The net gain in terms of public finances from all this is around £55m., which makes a big difference in meeting the rising demand for health care, social care and pensions while introducing a more progressive tax regime and reducing the overall tax contribution for most lower and middle earners.
But as I say there is a lot of scepticism. Some say they simply don’t believe it, which I’m sorry to hear, but I’d encourage them to look at the detail of the proposals on ourfuture.gg or if they’d like more detail, in the policy letter (also available on ourfuture.gg) because the numbers don’t lie.
There are others who believe this is the thin end of the wedge, and while those on lower incomes may be better off initially, it’s only a matter of time before GST is hiked up. I can understand that concern but I’m not sure there’s as much evidence to support it as some people think.
Some point to Jersey where the rate was increased from 3% to 5% a couple of years after their GST was introduced, which is fair enough. But similarly I think it’s important to look at the full history, because that increase took place in 2011, and more than a decade later it is still at 5%.
Other jurisdictions’ experiences with their own consumption taxes show they can go up, but they can go down too. As part of supporting its economy during the pandemic the UK applied significant reductions to VAT for areas such as hotels and visitor attractions. Even outside of the pandemic, you only have to go back as far as 2008 when the UK government reduced VAT off the back of the recession.
Like any fiscal measure, there may be good reasons in the future to increase or decrease any tax and GST is not special in that sense. The very recommendations we’re talking about now include a reduction in income tax – the aforementioned 15% band.
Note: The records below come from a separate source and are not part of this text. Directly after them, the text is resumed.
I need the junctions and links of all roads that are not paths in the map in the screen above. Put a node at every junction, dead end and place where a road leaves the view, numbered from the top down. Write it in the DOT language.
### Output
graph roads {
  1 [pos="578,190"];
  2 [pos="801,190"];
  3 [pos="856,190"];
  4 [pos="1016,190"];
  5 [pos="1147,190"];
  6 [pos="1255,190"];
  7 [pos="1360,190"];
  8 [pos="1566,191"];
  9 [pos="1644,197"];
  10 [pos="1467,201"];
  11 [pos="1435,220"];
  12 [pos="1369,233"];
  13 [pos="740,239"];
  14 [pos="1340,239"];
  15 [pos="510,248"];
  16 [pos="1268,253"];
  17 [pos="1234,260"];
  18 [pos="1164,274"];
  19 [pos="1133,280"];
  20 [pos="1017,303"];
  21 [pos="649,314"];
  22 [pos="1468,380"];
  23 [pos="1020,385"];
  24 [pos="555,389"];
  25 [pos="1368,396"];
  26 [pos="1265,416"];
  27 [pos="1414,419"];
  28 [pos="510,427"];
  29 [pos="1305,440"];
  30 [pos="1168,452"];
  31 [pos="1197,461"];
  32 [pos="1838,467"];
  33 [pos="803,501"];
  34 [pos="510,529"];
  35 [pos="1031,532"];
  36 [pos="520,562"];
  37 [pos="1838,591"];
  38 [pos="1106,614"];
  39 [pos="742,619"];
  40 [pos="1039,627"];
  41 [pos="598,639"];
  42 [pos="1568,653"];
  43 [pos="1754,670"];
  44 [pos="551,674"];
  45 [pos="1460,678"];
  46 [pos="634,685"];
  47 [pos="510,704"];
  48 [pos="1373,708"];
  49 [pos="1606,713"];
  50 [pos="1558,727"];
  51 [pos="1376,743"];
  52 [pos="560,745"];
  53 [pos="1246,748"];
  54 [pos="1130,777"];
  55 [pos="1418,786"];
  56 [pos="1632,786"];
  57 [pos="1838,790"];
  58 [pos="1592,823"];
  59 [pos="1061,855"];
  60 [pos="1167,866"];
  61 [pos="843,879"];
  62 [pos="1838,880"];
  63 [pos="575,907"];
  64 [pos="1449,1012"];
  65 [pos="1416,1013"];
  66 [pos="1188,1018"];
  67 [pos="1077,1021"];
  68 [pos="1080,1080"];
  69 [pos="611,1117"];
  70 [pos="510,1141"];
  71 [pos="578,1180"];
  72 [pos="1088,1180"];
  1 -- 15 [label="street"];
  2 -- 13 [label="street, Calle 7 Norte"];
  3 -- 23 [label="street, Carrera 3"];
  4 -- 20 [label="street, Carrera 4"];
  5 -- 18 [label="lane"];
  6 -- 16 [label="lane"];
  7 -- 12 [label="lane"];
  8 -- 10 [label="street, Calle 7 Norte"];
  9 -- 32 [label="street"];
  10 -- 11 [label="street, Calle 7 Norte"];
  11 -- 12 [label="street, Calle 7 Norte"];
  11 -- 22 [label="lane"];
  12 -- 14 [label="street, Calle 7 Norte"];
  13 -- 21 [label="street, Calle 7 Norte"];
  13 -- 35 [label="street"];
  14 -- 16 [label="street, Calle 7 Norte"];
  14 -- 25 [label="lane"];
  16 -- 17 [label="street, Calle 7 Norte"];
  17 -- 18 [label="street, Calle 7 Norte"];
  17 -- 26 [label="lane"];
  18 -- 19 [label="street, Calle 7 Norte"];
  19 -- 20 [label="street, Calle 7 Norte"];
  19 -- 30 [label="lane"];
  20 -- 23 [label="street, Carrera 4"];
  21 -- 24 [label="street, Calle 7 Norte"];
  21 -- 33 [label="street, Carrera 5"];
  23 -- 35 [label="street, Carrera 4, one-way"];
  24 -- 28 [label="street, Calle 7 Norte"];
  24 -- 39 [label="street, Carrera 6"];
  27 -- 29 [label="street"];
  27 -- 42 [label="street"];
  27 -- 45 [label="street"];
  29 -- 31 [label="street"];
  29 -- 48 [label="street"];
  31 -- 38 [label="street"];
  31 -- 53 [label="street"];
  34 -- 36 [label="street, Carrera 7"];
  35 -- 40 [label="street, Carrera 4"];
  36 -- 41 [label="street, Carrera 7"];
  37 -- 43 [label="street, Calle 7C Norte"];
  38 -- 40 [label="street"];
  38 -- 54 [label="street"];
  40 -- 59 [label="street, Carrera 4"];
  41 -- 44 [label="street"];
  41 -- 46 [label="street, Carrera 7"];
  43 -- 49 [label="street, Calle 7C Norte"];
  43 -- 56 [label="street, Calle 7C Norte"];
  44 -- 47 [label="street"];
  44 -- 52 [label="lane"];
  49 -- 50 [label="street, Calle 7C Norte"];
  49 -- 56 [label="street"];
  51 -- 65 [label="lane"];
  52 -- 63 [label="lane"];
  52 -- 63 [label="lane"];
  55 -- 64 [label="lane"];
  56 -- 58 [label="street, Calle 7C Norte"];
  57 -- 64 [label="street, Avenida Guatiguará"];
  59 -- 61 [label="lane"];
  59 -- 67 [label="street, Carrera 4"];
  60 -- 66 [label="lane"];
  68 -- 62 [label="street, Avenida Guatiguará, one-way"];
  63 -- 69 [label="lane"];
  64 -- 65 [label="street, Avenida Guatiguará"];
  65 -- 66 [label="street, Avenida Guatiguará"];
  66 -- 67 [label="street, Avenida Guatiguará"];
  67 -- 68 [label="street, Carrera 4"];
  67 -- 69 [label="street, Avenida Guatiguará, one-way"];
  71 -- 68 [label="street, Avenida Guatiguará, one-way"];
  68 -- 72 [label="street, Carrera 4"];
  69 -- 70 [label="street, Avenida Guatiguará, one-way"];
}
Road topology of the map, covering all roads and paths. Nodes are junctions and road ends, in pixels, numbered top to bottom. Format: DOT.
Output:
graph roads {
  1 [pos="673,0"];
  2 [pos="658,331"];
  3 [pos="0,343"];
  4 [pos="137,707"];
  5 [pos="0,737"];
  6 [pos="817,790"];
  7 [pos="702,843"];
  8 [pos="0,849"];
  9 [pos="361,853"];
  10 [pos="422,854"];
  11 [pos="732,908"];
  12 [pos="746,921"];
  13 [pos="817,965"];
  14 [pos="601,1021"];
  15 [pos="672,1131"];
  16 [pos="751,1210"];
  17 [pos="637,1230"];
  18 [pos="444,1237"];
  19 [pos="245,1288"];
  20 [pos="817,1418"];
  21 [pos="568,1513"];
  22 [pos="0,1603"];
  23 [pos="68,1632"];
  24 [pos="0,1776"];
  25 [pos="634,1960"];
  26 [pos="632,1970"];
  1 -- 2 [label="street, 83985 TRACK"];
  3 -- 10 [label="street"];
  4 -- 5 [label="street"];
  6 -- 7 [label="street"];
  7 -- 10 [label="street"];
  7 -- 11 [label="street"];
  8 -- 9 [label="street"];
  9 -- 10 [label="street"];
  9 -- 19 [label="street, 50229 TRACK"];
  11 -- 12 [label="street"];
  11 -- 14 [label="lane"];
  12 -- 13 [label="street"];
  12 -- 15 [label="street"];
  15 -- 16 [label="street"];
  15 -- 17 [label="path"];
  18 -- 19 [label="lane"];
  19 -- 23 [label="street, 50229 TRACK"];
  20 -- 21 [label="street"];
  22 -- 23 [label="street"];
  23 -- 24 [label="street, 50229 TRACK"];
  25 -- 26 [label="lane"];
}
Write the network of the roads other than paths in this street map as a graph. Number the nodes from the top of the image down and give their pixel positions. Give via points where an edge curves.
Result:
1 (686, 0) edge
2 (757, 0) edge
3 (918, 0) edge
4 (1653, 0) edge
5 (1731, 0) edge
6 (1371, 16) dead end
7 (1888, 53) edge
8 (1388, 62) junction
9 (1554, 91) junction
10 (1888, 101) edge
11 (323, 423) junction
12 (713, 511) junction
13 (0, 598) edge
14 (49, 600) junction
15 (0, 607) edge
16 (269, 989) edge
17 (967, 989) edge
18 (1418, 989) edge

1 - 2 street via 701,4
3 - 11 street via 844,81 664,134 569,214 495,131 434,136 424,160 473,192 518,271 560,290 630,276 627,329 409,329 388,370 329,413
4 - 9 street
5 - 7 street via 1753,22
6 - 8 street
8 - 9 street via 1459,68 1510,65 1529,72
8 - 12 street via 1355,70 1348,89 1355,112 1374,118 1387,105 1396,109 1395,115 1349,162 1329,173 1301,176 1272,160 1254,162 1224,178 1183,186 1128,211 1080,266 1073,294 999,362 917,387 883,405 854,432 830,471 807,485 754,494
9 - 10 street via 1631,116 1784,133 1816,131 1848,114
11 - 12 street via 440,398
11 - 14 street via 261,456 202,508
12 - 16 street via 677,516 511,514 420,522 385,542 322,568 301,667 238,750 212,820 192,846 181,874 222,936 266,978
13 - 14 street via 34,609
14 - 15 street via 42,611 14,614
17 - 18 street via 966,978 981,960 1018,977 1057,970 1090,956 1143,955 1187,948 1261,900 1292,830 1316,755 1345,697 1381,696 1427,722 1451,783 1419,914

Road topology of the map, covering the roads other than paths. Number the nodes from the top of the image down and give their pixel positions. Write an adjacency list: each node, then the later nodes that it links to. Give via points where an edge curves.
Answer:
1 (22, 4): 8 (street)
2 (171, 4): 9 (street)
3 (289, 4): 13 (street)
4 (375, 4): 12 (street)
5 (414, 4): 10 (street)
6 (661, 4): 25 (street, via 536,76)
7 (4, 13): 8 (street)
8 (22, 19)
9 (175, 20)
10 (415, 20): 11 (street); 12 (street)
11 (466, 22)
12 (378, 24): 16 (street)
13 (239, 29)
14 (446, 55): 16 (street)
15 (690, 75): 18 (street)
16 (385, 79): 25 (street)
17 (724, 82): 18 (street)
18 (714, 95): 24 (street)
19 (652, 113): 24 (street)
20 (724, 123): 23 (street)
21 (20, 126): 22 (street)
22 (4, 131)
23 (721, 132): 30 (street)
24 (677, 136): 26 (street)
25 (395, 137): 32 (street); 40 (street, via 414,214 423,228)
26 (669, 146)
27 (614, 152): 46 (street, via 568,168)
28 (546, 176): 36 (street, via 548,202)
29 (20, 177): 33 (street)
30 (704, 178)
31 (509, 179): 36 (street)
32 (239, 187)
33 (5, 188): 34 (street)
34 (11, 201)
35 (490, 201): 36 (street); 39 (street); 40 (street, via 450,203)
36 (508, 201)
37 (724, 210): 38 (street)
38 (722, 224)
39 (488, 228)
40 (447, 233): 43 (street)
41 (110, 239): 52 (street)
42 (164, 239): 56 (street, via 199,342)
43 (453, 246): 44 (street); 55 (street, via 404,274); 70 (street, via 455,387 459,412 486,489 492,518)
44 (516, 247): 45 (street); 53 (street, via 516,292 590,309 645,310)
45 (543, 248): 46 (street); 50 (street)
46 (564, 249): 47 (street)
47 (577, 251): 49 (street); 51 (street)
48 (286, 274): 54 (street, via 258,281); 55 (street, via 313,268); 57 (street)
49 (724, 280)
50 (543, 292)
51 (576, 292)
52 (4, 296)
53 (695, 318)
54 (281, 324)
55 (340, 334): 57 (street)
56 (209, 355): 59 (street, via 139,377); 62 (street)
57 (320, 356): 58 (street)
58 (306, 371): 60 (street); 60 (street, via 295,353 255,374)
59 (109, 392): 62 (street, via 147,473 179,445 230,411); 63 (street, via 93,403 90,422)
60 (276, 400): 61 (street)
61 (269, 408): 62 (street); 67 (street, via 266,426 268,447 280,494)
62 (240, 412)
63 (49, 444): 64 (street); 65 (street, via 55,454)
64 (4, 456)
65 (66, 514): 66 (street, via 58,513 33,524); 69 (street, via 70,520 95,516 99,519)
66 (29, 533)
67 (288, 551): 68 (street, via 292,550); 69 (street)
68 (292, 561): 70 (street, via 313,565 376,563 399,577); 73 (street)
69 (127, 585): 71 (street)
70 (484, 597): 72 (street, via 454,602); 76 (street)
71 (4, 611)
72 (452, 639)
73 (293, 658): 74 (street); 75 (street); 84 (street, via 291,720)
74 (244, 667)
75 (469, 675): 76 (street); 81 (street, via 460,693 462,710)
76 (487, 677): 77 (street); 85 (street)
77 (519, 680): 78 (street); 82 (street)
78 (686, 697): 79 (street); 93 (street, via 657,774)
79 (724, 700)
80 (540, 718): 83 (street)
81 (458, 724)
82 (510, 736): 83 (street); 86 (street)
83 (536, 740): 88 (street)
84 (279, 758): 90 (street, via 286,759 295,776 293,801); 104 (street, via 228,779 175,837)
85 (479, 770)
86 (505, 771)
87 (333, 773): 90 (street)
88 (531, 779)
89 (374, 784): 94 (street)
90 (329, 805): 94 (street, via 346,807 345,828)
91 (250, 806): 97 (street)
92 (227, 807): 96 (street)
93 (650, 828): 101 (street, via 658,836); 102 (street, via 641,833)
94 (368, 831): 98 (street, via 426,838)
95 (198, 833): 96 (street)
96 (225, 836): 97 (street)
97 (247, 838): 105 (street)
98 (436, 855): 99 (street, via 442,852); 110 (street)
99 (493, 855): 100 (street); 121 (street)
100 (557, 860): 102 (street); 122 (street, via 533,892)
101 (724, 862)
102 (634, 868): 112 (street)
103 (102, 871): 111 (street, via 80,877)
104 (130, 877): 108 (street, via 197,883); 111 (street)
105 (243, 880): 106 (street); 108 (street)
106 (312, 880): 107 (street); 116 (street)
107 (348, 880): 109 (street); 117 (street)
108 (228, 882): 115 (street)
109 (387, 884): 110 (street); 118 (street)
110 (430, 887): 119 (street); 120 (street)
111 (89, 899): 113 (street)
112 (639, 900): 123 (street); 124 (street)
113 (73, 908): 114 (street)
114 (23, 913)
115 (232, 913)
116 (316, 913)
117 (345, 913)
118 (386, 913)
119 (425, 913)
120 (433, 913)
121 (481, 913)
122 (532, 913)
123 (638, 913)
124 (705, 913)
And if income tax is a guide on whether taxes are more likely to rise or fall, we should note that income tax has not increased beyond 20% in Guernsey. So despite the claims that ‘once it’s in it’ll be easy to put it up’, that’s not what real-life experience tells us.
In addition, two States members are proposing to impose a requirement that any future increase in GST faces tougher checks and balances when it goes to the States for approval, so it can be very robustly challenged and I fully support that. But of course we can’t tie the hands of future governments, and we can’t know what challenges Guernsey will face in the future. They may decide it is right to raise GST, that may even be part of their own broader package which offsets those future increases in other ways. But our intention right now is not to try and sneak this in at a low rate and then ratchet it up as soon as it’s through the door. We mean what we say when we propose a 5% GST, no more, no less.
I hope this helps to assure some of those concerned that this package of tax measures will hurt those on lower incomes, which is the opposite of what it is designed to do. But I hope we do take seriously the urgent need to secure the future of our essential public services as demand rapidly grows, with a competent plan that restores confidence in our island and protects our economy.